This is part one of a three-part profile of Marsden Holding and its leaders.
When Tom Kruse was looking to sell his contract cleaning company, Scioto Services, back in 2005, he had mentioned it to one of his better customers. Finding the right buyer was more challenging than Kruse had initially expected, so some time had elapsed before the topic came back up. Eventually Kruse and the customer met up for lunch, and the customer asked if Kruse had ever sold Scioto.
“I did,” said Kruse. “About three months ago.”
The customer had no idea, because his relationship with Scioto hadn’t changed in any perceptible way.
That was the intent. That was the Marsden Method. Or, more accurately, that was the Marsden Holding Method.
Marsden Holding, LLC, St. Paul, Minnesota, was founded in 2002 by Guy Mingo, who had just recently been named CEO of Marsden Building Maintenance, a well-known building service contractor in the Twin Cities area. Mingo had risen from a part-time janitor for Marsden Building Maintenance in 1978 to the company’s president and a minority partner by 1995.

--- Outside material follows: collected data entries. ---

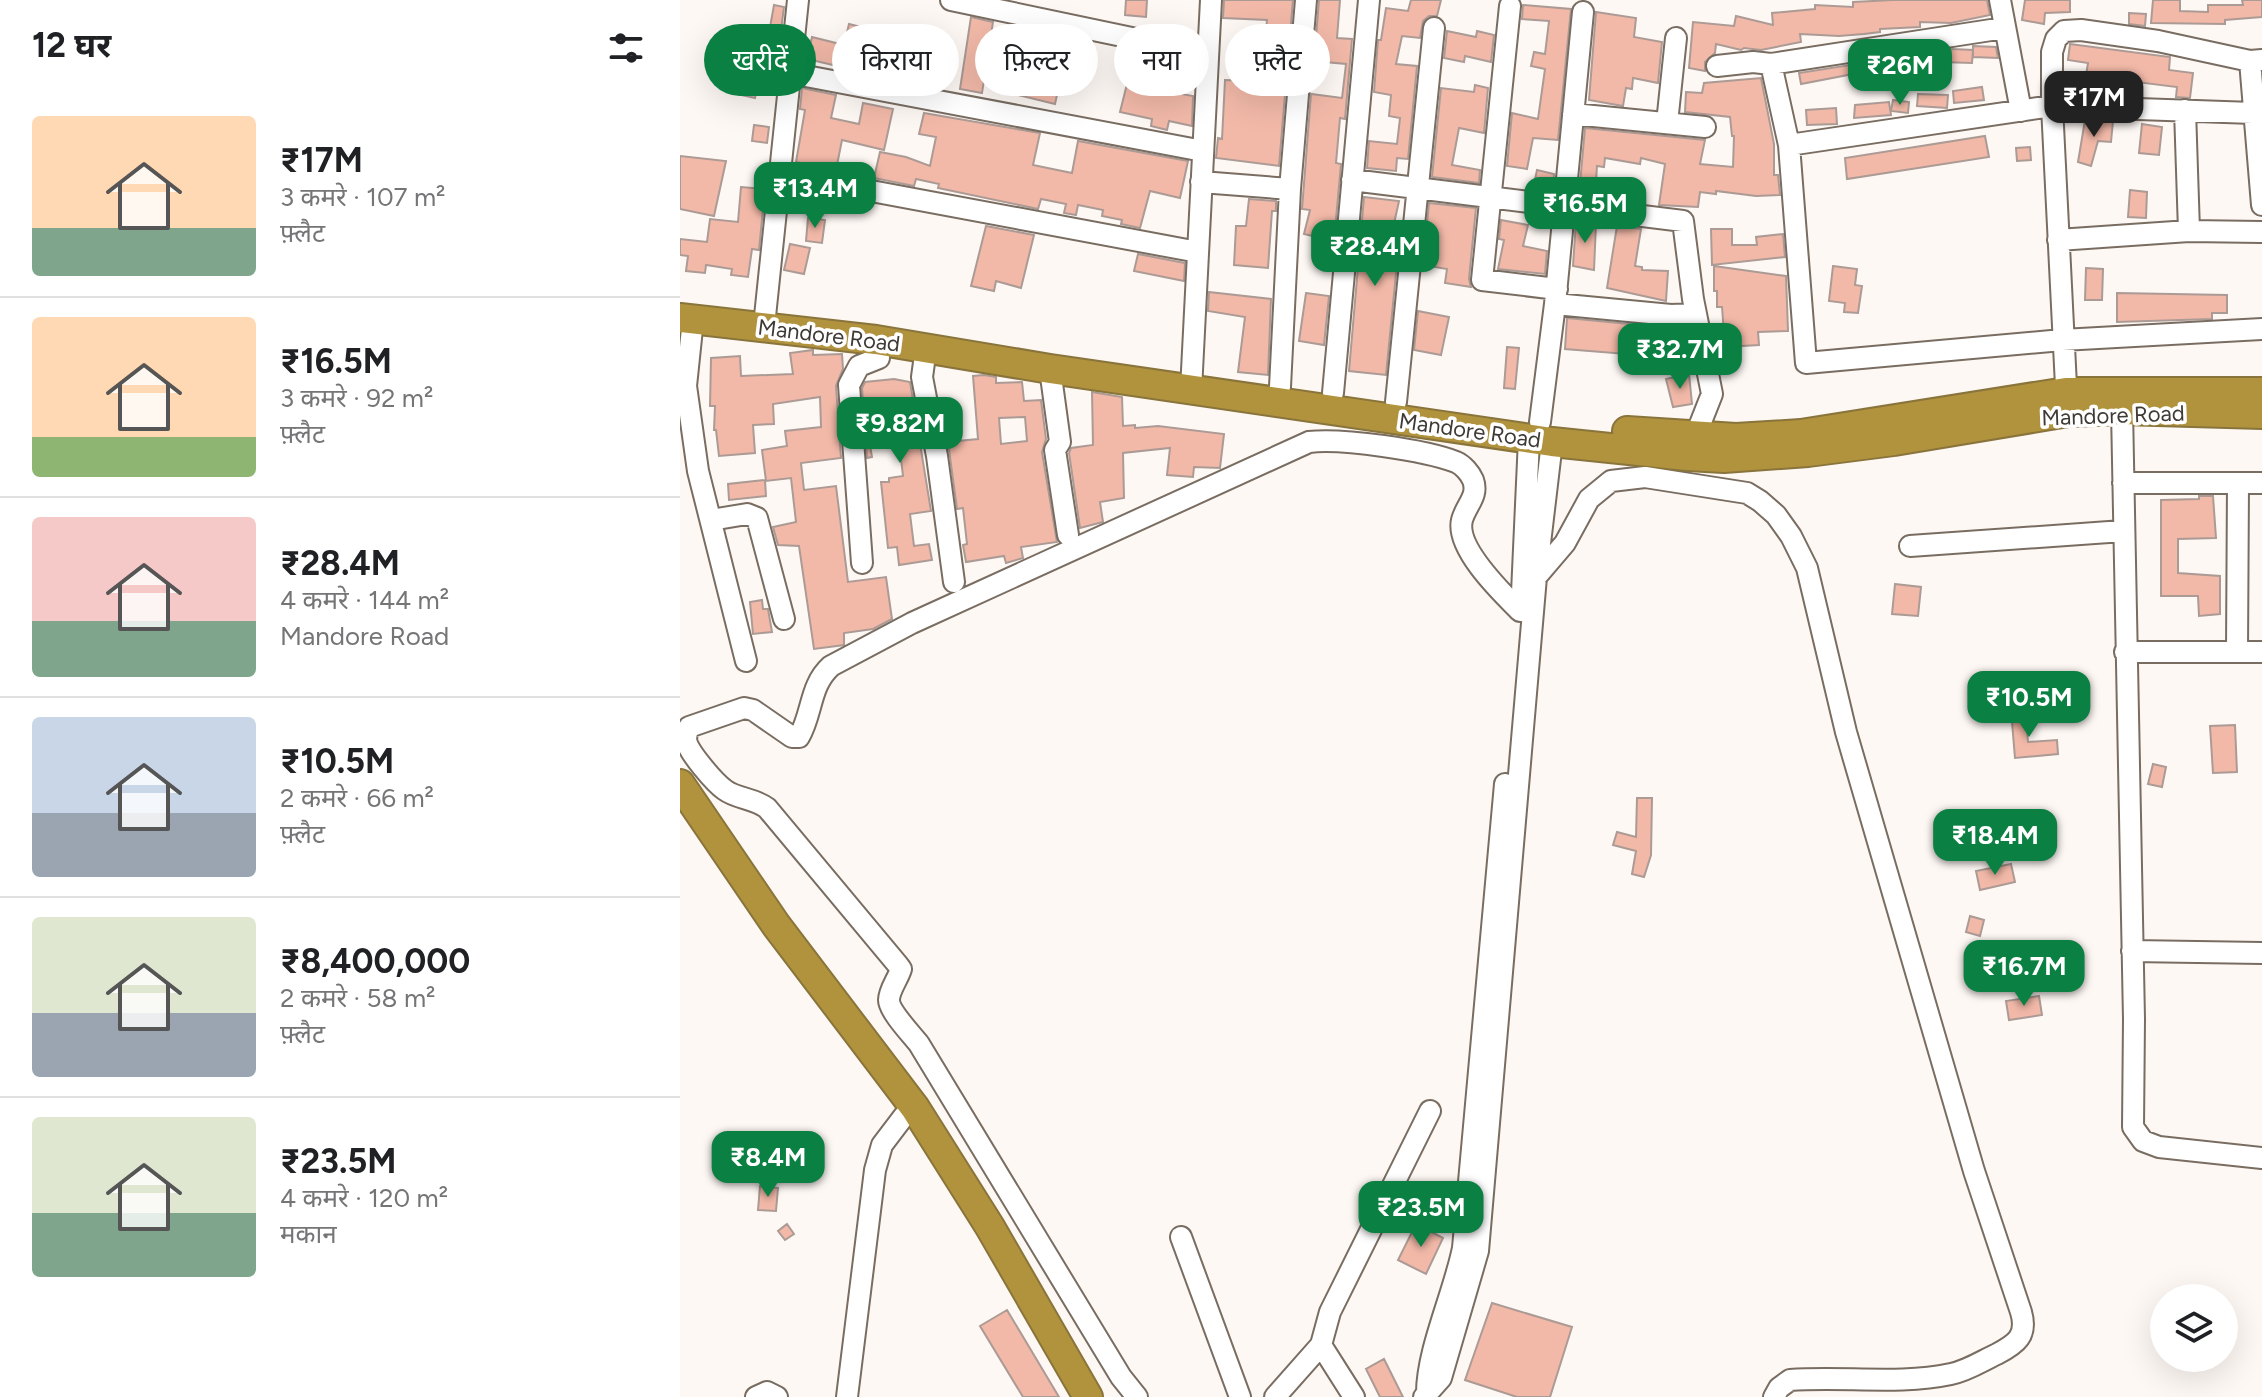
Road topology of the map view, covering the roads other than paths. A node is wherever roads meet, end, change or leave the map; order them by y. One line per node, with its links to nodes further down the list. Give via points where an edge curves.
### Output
1 (798, 0): 9 (street)
2 (951, 0): 12 (street)
3 (1211, 0): 13 (street)
4 (1306, 0): 34 (street)
5 (1369, 0): 31 (street)
6 (2000, 0): 11 (street)
7 (1510, 6): 35 (street)
8 (1583, 12): 25 (street)
9 (795, 24)
10 (1434, 28): 33 (street)
11 (2004, 28): 16 (street); 23 (street)
12 (1114, 34)
13 (1209, 36)
14 (1676, 38): 26 (street)
15 (2256, 61): 21 (street, via 2158,41 2064,31 2052,52); 24 (street)
16 (1771, 64): 17 (street); 28 (street)
17 (1717, 66)
18 (816, 78): 29 (street)
19 (788, 96): 30 (street)
20 (1206, 96): 29 (street)
21 (2052, 106): 22 (street); 23 (street); 40 (street)
22 (2185, 110): 24 (street); 38 (street)
23 (2021, 111): 28 (street)
24 (2253, 113): 36 (street)
25 (1573, 114): 26 (street); 37 (street)
26 (1667, 123): 27 (street)
27 (1705, 127)
28 (1789, 145): 48 (street, via 1806,363)
29 (1203, 151): 32 (street)
30 (780, 174): 41 (street); 45 (street)
31 (1352, 180): 33 (street); 54 (street)
32 (1201, 182): 34 (street); 41 (street)
33 (1418, 188): 35 (street); 55 (street)
34 (1290, 189): 52 (street)
35 (1489, 197): 37 (street); 42 (street, via 1482,280)
36 (2262, 205)
37 (1565, 206): 42 (street); 44 (street, via 1683,221)
38 (2189, 231): 39 (street); 40 (street)
39 (2262, 232)
40 (2058, 240): 48 (street)
41 (1198, 252): 51 (street)
42 (1556, 297): 44 (street, via 1671,315); 59 (street)
43 (684, 312): 45 (highway, Mandore Road); 64 (street, via 686,386)
44 (1696, 314): 60 (street, via 1712,394)
45 (765, 316): 47 (highway, Mandore Road); 51 (highway, Mandore Road)
46 (2262, 329): 48 (street)
47 (876, 340): 49 (highway, Mandore Road); 69 (street, via 879,358 859,366 849,385)
48 (2062, 340): 56 (street)
49 (926, 348): 50 (highway, Mandore Road); 71 (street, via 922,377)
50 (1050, 369): 51 (highway, Mandore Road); 66 (street)
51 (1191, 381): 52 (highway, Mandore Road); 59 (highway, Mandore Road)
52 (1280, 387): 54 (highway, Mandore Road)
53 (2262, 392): 56 (highway, Mandore Road)
54 (1333, 393): 55 (highway, Mandore Road)
55 (1396, 402): 59 (highway, Mandore Road)
56 (2067, 402): 57 (highway, Mandore Road); 59 (highway, Mandore Road, via 1894,441 1724,458); 60 (highway, Mandore Road, via 1801,434)
57 (2122, 410): 58 (highway, Mandore Road); 61 (street)
58 (2262, 414)
59 (1540, 434): 60 (highway, Mandore Road); 67 (street)
60 (1695, 437)
61 (2123, 483): 62 (street); 65 (street)
62 (2238, 483): 63 (street); 75 (street)
63 (2262, 483)
64 (711, 520): 73 (street, via 747,514 757,518); 77 (street)
65 (2123, 531): 68 (street); 74 (street)
66 (1068, 535)
67 (1533, 537): 70 (street); 72 (street)
68 (1910, 546)
69 (862, 563)
70 (1536, 577): 86 (street); 88 (street, via 1556,557 1599,489 1633,477 1747,493 1776,515 1807,568 1846,732 2024,1328 2011,1347 1952,1374 1790,1380)
71 (954, 582)
72 (1520, 611): 86 (street); 95 (street, via 1487,579 1462,534 1460,525 1475,487 1460,464 1401,449 1309,442 912,623 831,666 813,690 799,737 744,708 689,727 690,749 710,775 725,790 767,808 901,969 889,997 892,1008)
73 (784, 619)
74 (2125, 652): 75 (street); 80 (street)
75 (2237, 652): 76 (street)
76 (2262, 652)
77 (746, 661)
78 (680, 784): 94 (highway, via 776,925 915,1108)
79 (680, 808): 83 (highway, via 767,935)
80 (2132, 951): 81 (street); 84 (street, via 2133,1127 2143,1141 2159,1147)
81 (2262, 953)
82 (1430, 1111): 87 (street, via 1352,1263)
83 (904, 1116): 92 (street, via 882,1145 875,1170); 93 (highway)
84 (2262, 1158)
85 (1181, 1237): 96 (street)
86 (1470, 1249): 89 (street, via 1427,1374)
87 (1321, 1345): 97 (street); 98 (street)
88 (1775, 1394)
89 (1426, 1395)
90 (756, 1397): 91 (street, via 767,1392)
91 (777, 1397)
92 (847, 1397)
93 (1071, 1397)
94 (1088, 1397)
95 (1137, 1397)
96 (1240, 1397)
97 (1275, 1397)
98 (1354, 1397)

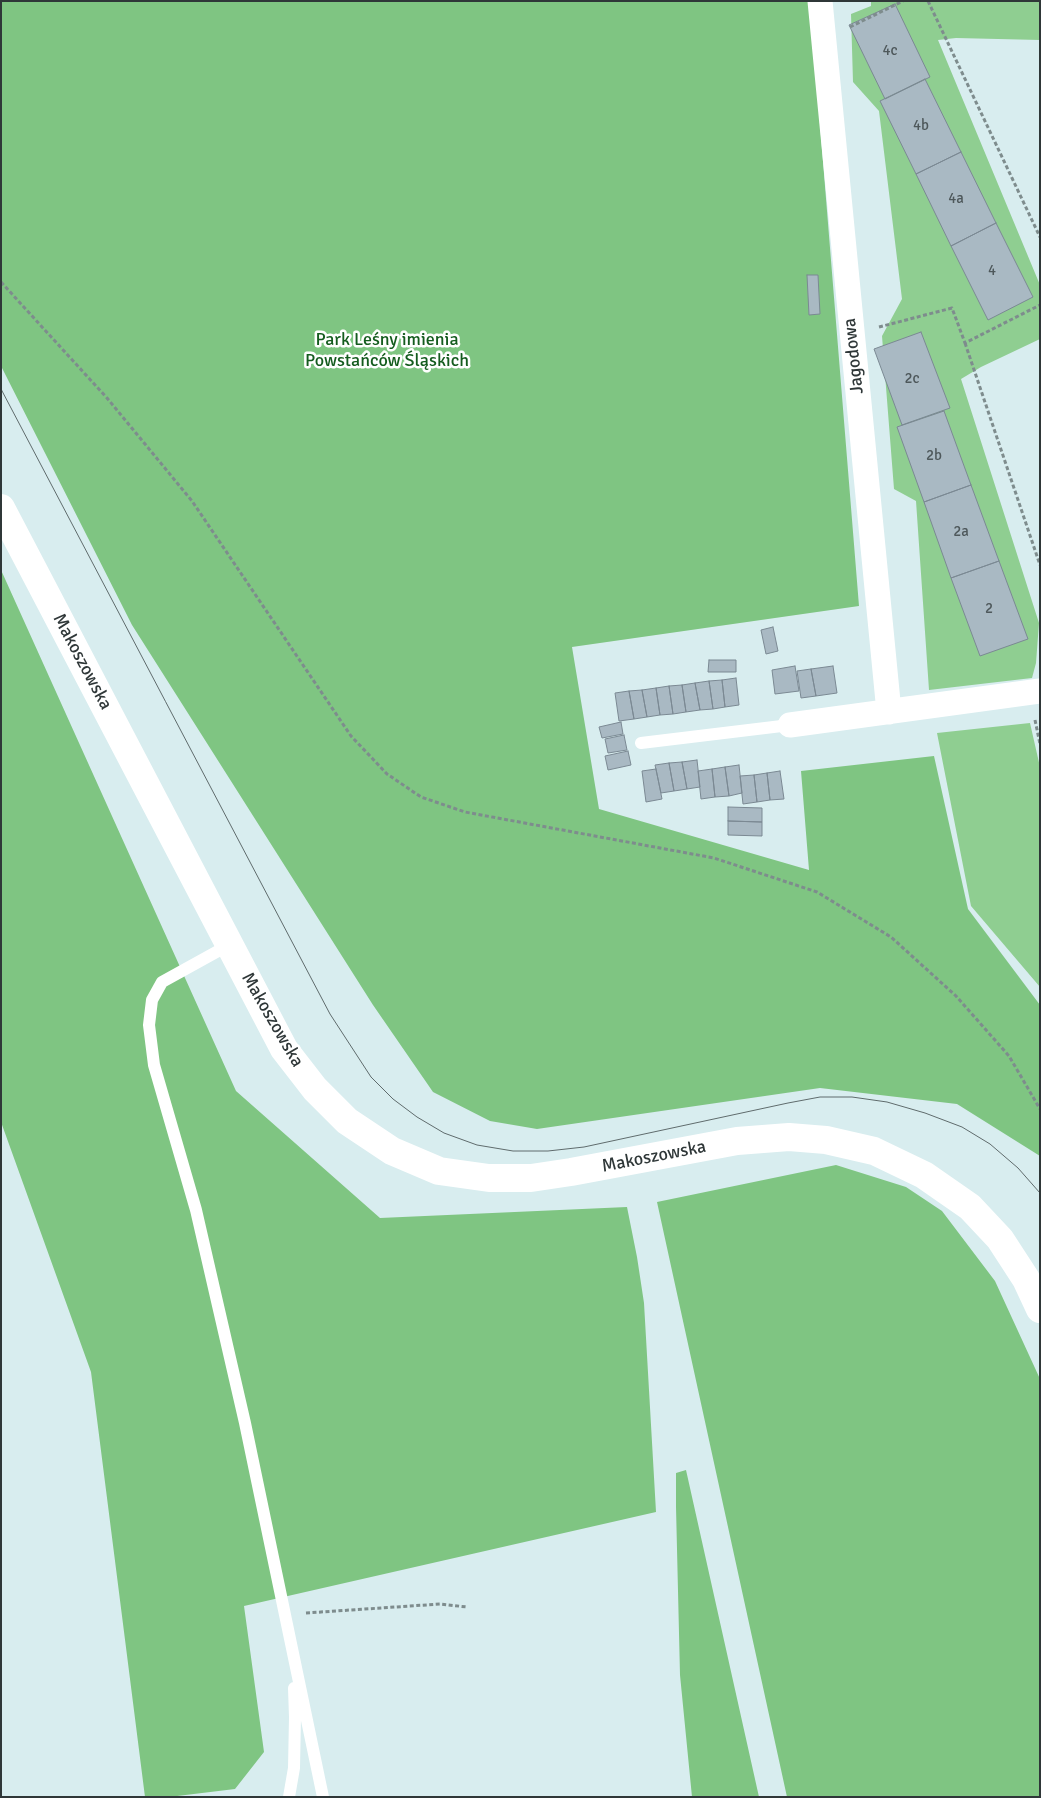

Under Marsden Building Maintenance founder and original CEO, Skip Marsden, the company had acquired a few other BSCs in the Minneapolis area. But when Mingo succeeded Skip Marsden as the company’s top executive, he brought all of these contract cleaning companies under the umbrella of Marsden Holding.
Mingo soon set out to acquire contract cleaning companies outside of the Minnesota-Iowa area in which Marsden Holding already operated. Scioto Services was one of the first.
But what brought Marsden Holding some initial success wasn’t it’s national mindset. It was rather the opposite — when Marsden Holding acquired a new BSC, it made the strategic decision to leave the local company’s name, leadership team, sales staff and frontline workers in place. From a customer’s perspective, basically nothing changed. That’s how Kruse’s top customer had no idea he had sold Scioto to Marsden Holding.
Marsden Holding’s motto is “national strength through a hometown team.” When Mingo began using his unique acquisition strategy, he recognized that, while Marsden had brand recognition nationally, the businesses he was purchasing had stronger brands in their respective markets.
“Customers know who the local guy is,” Mingo told Contracting Profits in 2007.
In fact, there have been a number of cases where Marsden Holding has purchased a company in a market in which it already has a presence, but the newly acquired company has a stronger one. In each of those cases, Mingo moved the existing Marsden company under the name of the newly acquired company.
“It’s not a pride thing,” says Kruse, who is now Marsden Holding’s senior vice president of mergers and acquisitions and strategic support.
Marsden’s acquisition strategy was created by Mingo, but it’s now championed by Kruse. Since undertaking this acquisition strategy, Marsden Holding has purchased 35 companies; Kruse says he’s been involved in 27 or 28 of those transactions. Today Marsden Holding operates 11 companies in 46 states. Under Kruse’s direction, it acquires about three to five new BSCs each year, with the acquisition process lasting about four months for each.
With so many moving parts, the strategy is a gamble. But it has paid off because Marsden Holding understands what’s important to both the employees and customers of each company it purchases.